One of the women asked out while in Paris asked me what I thought. Should she go? And if so, should she take her friend with her?
I think it is fine to go out on a date while in another country! Of course! Why not? As long as you are using wisdom (don’t ever get into a guy’s car or go to his place on the first date) and being safe, it is perfectly fine to meet him at a restaurant or cafe/coffee shop to find out more about him. In the case with the woman on my trip, she could have brought her girlfriend along to the restaurant and her friend could have sat at the bar while they got a table and chatted. It would not be kosher to bring a friend along on a date and let the friend join you. But yes, the friend could have sat elsewhere until the date was over. Then when the date is over, you leave with your friend, not the guy!
You never want a stranger to know where you are staying. It is gentlemanly for him to offer to walk or drive you back but decline. He can hail a cab for you or walk you to the subway, though.

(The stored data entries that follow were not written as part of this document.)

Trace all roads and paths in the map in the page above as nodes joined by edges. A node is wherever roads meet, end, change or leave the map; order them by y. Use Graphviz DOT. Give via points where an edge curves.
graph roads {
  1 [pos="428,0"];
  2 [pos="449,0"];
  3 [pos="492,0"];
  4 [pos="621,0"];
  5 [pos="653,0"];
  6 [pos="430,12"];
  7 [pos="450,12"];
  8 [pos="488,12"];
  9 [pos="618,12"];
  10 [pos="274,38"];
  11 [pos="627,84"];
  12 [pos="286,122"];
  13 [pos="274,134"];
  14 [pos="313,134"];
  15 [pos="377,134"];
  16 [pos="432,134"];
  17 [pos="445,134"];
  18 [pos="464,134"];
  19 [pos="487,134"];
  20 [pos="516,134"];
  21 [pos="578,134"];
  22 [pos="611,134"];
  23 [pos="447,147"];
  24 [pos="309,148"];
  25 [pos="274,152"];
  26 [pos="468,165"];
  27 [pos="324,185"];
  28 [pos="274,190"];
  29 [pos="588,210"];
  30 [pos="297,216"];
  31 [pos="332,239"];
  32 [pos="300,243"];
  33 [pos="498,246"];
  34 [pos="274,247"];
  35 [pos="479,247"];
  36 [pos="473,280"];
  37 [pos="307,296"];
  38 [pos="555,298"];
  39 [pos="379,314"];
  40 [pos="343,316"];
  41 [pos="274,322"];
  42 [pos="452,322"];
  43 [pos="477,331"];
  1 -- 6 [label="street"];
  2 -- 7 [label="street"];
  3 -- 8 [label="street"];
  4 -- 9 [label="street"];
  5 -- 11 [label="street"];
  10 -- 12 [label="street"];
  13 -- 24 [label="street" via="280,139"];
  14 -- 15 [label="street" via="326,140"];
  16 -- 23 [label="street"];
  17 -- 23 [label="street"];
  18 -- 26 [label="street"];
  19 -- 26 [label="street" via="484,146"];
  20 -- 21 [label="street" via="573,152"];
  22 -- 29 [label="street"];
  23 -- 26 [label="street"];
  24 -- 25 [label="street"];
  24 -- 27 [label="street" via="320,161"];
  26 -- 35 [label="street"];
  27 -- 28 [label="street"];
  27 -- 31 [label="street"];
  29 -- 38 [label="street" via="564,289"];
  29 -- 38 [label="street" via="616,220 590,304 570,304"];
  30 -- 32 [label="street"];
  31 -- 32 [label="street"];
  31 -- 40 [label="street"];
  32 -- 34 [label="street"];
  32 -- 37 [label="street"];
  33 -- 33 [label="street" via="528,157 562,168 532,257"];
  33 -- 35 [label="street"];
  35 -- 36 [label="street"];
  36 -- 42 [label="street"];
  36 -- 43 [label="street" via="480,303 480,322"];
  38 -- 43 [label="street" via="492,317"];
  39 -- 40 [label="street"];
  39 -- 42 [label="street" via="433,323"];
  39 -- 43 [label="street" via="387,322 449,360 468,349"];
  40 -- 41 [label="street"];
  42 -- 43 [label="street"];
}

Now some of you may be thinking, but if I am not interested in a long distance relationship, why would I go out with a man while I am travelling? Because it is not your job to figure out if it would have to be a long distance relationship. That’s his job. If he likes you, he will have to figure out how to make it work. You don’t know everything about him yet. He may have a house or relatives in the States. He may own his own business and be able to work from anywhere. It is not your job to assume anything. Just find out. And that is what the date is for, to learn more about him.
Opportunities pass us by because we do not take advantage of them or recognize them. Or we sabotage ourselves by talking ourselves OUT of opportunities before they can really even materialize. If he seems like a decent guy, at least commit to learning more. Give him your email address so he can follow up with you when you return.
I know an American woman that met her husband while vacationing in London. Now they both live here in the States. He wooed her, found a job here in the US and proposed. She was not open to dating him across ‘the pond’ so he found a way to make it happen for them. When a man is in love, he finds a way! They are now married with two kids.
We will be headed back to Paris next April, so if you would like to join us, send me an email to firstname.lastname@example.org to find out more. We are also going to Italy in 2017. My retreats have thus far been domestic, but that may change, so check out my retreat page at kikistrickland.com.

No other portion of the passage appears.